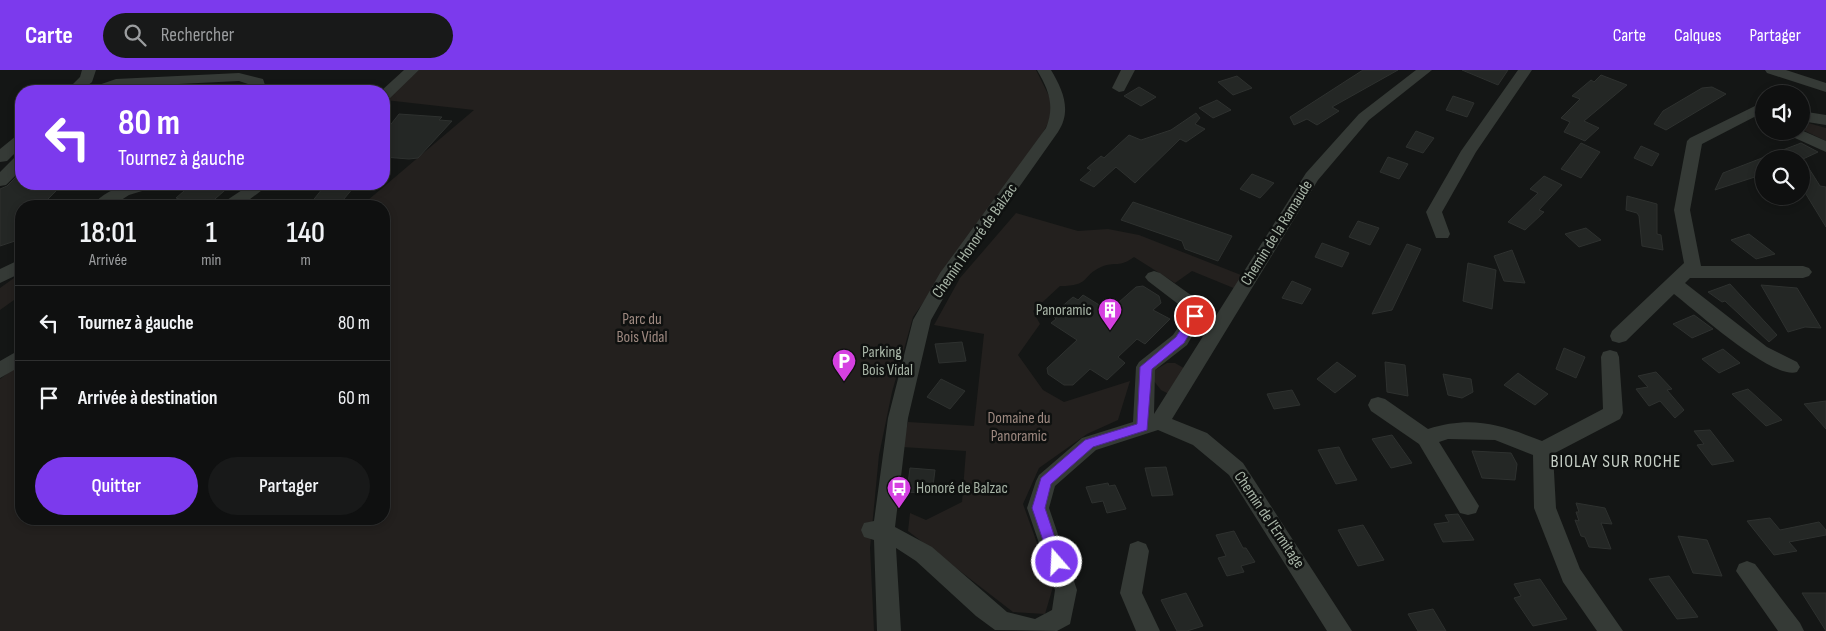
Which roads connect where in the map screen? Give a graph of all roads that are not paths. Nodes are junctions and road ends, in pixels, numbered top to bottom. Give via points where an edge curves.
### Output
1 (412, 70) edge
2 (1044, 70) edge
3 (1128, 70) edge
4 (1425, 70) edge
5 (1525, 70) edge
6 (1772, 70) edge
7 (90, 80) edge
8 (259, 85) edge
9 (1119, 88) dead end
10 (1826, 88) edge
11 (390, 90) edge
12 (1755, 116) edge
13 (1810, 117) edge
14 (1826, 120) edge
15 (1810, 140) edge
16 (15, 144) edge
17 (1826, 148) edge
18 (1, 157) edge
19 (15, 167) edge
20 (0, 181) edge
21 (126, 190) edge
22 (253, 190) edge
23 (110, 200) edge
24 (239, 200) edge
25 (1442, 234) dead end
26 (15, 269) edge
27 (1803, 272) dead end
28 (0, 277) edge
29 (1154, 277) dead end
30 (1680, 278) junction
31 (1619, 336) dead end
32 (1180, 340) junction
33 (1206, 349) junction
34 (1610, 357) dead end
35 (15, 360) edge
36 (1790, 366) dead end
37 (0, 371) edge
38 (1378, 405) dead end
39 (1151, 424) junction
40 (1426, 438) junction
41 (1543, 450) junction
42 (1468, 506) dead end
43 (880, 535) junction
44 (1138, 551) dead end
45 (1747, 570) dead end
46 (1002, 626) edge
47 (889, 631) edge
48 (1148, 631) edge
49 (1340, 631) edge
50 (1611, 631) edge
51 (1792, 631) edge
┄┄┄┄┄┄
> [Your instructions] Your task is a word-for-word transcription of the entries, leaving out all pictures.

> [Finished task]
Which roads connect where in the map screen? Give a graph of all roads that are not paths. Nodes are junctions and road ends, in pixels, numbered top to bottom. Give via points where an edge curves.
### Output
1 (412, 70) edge
2 (1044, 70) edge
3 (1128, 70) edge
4 (1425, 70) edge
5 (1525, 70) edge
6 (1772, 70) edge
7 (90, 80) edge
8 (259, 85) edge
9 (1119, 88) dead end
10 (1826, 88) edge
11 (390, 90) edge
12 (1755, 116) edge
13 (1810, 117) edge
14 (1826, 120) edge
15 (1810, 140) edge
16 (15, 144) edge
17 (1826, 148) edge
18 (1, 157) edge
19 (15, 167) edge
20 (0, 181) edge
21 (126, 190) edge
22 (253, 190) edge
23 (110, 200) edge
24 (239, 200) edge
25 (1442, 234) dead end
26 (15, 269) edge
27 (1803, 272) dead end
28 (0, 277) edge
29 (1154, 277) dead end
30 (1680, 278) junction
31 (1619, 336) dead end
32 (1180, 340) junction
33 (1206, 349) junction
34 (1610, 357) dead end
35 (15, 360) edge
36 (1790, 366) dead end
37 (0, 371) edge
38 (1378, 405) dead end
39 (1151, 424) junction
40 (1426, 438) junction
41 (1543, 450) junction
42 (1468, 506) dead end
43 (880, 535) junction
44 (1138, 551) dead end
45 (1747, 570) dead end
46 (1002, 626) edge
47 (889, 631) edge
48 (1148, 631) edge
49 (1340, 631) edge
50 (1611, 631) edge
51 (1792, 631) edge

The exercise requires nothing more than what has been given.